A spring is stretched 6 in by a mass weighing 8 lb The dampi

A spring is stretched 6 in by a mass weighing 8 lb. The damping force measures 1 lb at a velocity of 4 ft/see, and the mass is acted on by an external force of 4 cos 8t lbs. Calculate k, tau, and m. Remember that pounds are not the correct units for mass and that gamma > 0. Set up the differential equation for u(t), the position of the mass at time t. Do not solve for u(t).
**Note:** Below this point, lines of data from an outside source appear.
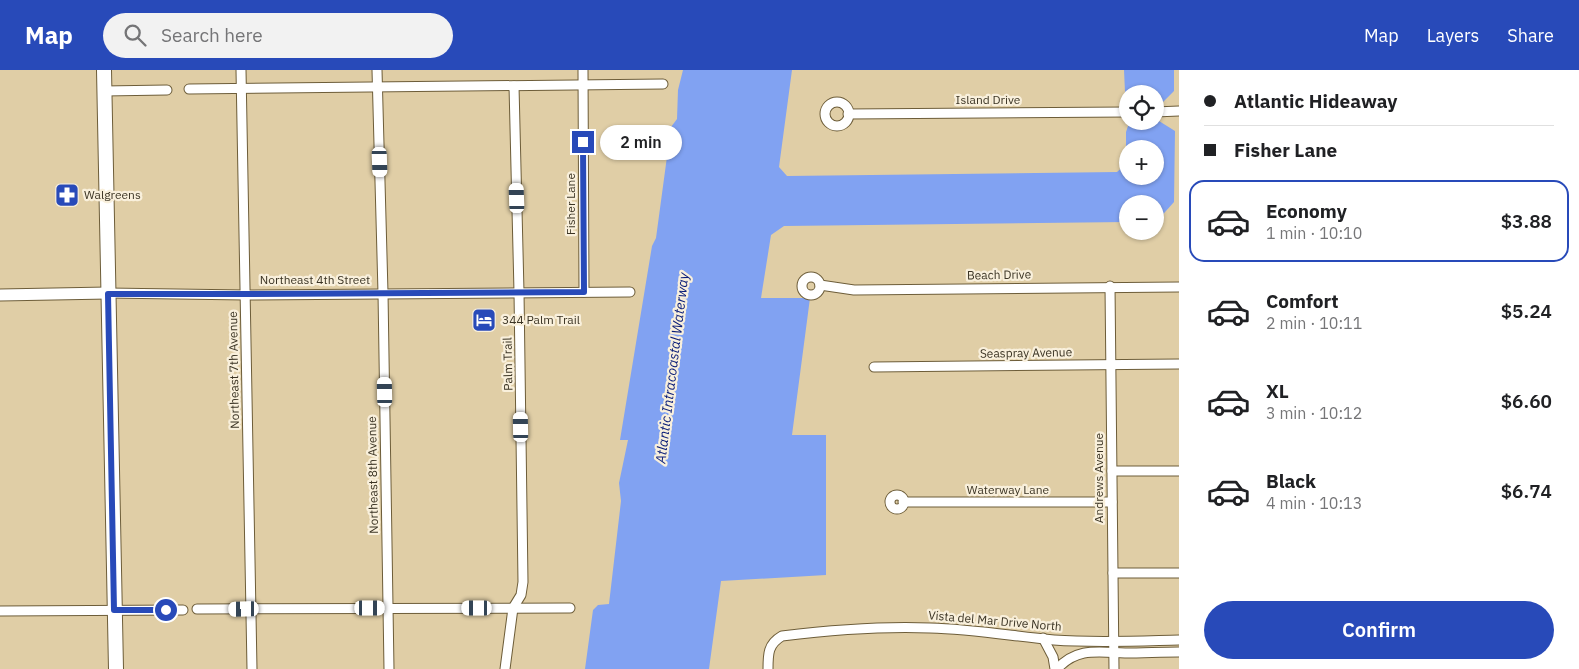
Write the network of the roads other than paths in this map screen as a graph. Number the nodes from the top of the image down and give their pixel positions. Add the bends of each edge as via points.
1 (104, 70) edge
2 (241, 70) edge
3 (377, 70) edge
4 (583, 70) edge
5 (663, 84) dead end
6 (582, 85) junction
7 (514, 86) junction
8 (378, 87) junction
9 (189, 89) dead end
10 (241, 89) junction
11 (167, 90) dead end
12 (104, 91) junction
13 (1179, 111) edge
14 (1119, 112) edge
15 (1164, 112) edge
16 (848, 114) dead end
17 (820, 285) dead end
18 (1110, 286) junction
19 (1179, 287) edge
20 (520, 292) junction
21 (584, 292) junction
22 (630, 292) dead end
23 (383, 293) junction
24 (108, 294) junction
25 (245, 294) junction
26 (0, 295) edge
27 (1179, 364) edge
28 (1111, 365) junction
29 (874, 367) dead end
30 (1112, 471) junction
31 (1179, 471) edge
32 (903, 502) dead end
33 (1112, 502) junction
34 (1113, 573) junction
35 (1179, 573) edge
36 (388, 608) junction
37 (513, 608) junction
38 (570, 608) dead end
39 (251, 609) junction
40 (114, 610) junction
41 (183, 610) dead end
42 (197, 610) dead end
43 (0, 611) edge
44 (1043, 638) junction
45 (1179, 640) edge
46 (1113, 641) junction
47 (1113, 652) junction
48 (1179, 652) edge
49 (768, 666) edge
50 (116, 669) edge
51 (252, 669) edge
52 (389, 669) edge
53 (505, 669) edge
54 (1056, 669) edge
55 (1114, 669) edge

1 - 12 main road
2 - 10 street, Northeast 7th Avenue
3 - 8 street, Northeast 8th Avenue
4 - 6 street
5 - 6 street
6 - 7 street
6 - 21 street, Fisher Lane
7 - 8 street
7 - 20 street, Palm Trail
8 - 10 street
8 - 23 street, Northeast 8th Avenue
9 - 10 street
10 - 25 street, Northeast 7th Avenue
11 - 12 street
12 - 24 main road
13 - 15 street
14 - 16 street, Island Drive
17 - 18 street, Beach Drive via 854,290
18 - 19 street, Beach Drive
18 - 28 street, Andrews Avenue
20 - 21 street, Northeast 4th Street
20 - 23 street, Northeast 4th Street
20 - 37 street, Palm Trail via 523,582 521,595
21 - 22 street, Northeast 4th Street
23 - 25 street, Northeast 4th Street
23 - 36 street, Northeast 8th Avenue
24 - 25 street, Northeast 4th Street
24 - 26 street, Northeast 4th Street
24 - 40 main road
25 - 39 street, Northeast 7th Avenue
27 - 28 street, Seaspray Avenue
28 - 29 street, Seaspray Avenue
28 - 30 street, Andrews Avenue
30 - 31 street
30 - 33 street, Andrews Avenue
32 - 33 street, Waterway Lane
33 - 34 street, Andrews Avenue
34 - 35 street
34 - 46 street, Andrews Avenue
36 - 37 street
36 - 39 street
36 - 52 street, Northeast 8th Avenue
37 - 38 street
37 - 53 street, Palm Trail
39 - 42 street
39 - 51 street, Northeast 7th Avenue
40 - 41 street
40 - 43 street
40 - 50 main road
44 - 46 street, Vista del Mar Drive North
44 - 49 street, Vista del Mar Drive North via 930,628 835,630 782,636 772,643
44 - 54 street
45 - 46 street, Vista del Mar Drive North
46 - 47 street, Andrews Avenue
47 - 48 street
47 - 54 street via 1083,652 1070,657
47 - 55 street, Andrews Avenue

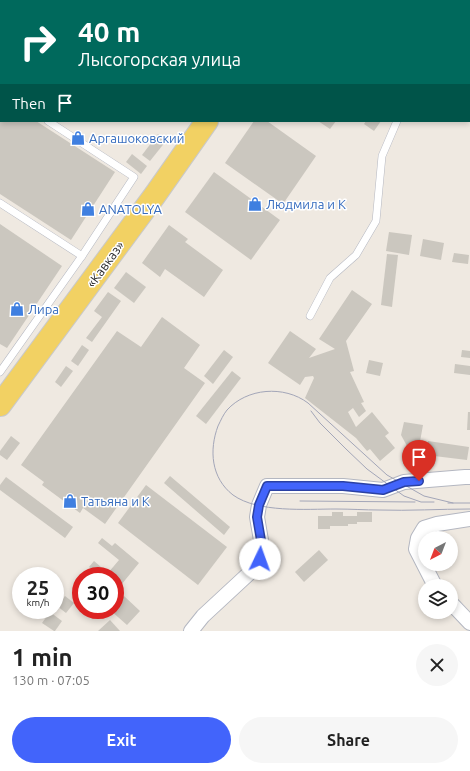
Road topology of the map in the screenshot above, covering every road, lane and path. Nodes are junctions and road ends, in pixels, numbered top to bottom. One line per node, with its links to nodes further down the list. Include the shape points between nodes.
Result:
1 (50, 122): 6 (lane, via 134,177)
2 (190, 122): 9 (main road, «Кавказ»)
3 (206, 122): 10 (main road, «Кавказ»)
4 (397, 122): 7 (lane, via 382,156 376,221 356,255 330,278)
5 (0, 203): 6 (lane)
6 (82, 256): 8 (lane)
7 (310, 316)
8 (0, 372)
9 (0, 382)
10 (0, 405)
11 (470, 477): 16 (street, via 404,482 383,490 343,486 267,486 257,517 263,552 257,566 203,616)
12 (470, 519): 13 (street, via 424,528 418,538 416,549)
13 (431, 579)
14 (458, 610): 15 (street)
15 (470, 623)
16 (191, 631)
Solve for the steady state response U(t).

Solution

a) 1 lb = 4 ft/s * (gamma)
c = 0.25 lb s /ft

mg = kx
8 lb = k * 6 in
k = 1.33 lb/in = 15.96 lb/ft

mg = 8 lb
m = 0.25 lb s^2 / ft

gamma = c/2m = 0.25/2*0.25 lb s ft/lb s^2 ft = 0.5/s
b) Applying force balance:

0.25 lb s^2/ft * u\'(t) + 0.25 lb s/ft * u(t) + 1.33 lb/in [integration of u(t)dt] = Fcos8t lbs

c) Steady state solution is given by
u(t) = A/w (sin (wt - phi))
where A = Fo/m /sqroot[(Wo^2 - W^2)^2 + 4 (gamma)^2 (w)^2]
phi = arctan[c*w/(k - mw^2)]
w = 8, c = 0.25, k = 15.96, m = 0.25
phi = arctan(-50) = -88.85 degree
A = 4/0.25 / sqroot([15.96/0.25 - 64]^2 + 4*0.5^2*64) = 16 / sqroot(64.0256 ) = 2
u(t) = 0.25(sin(8t + 88.85))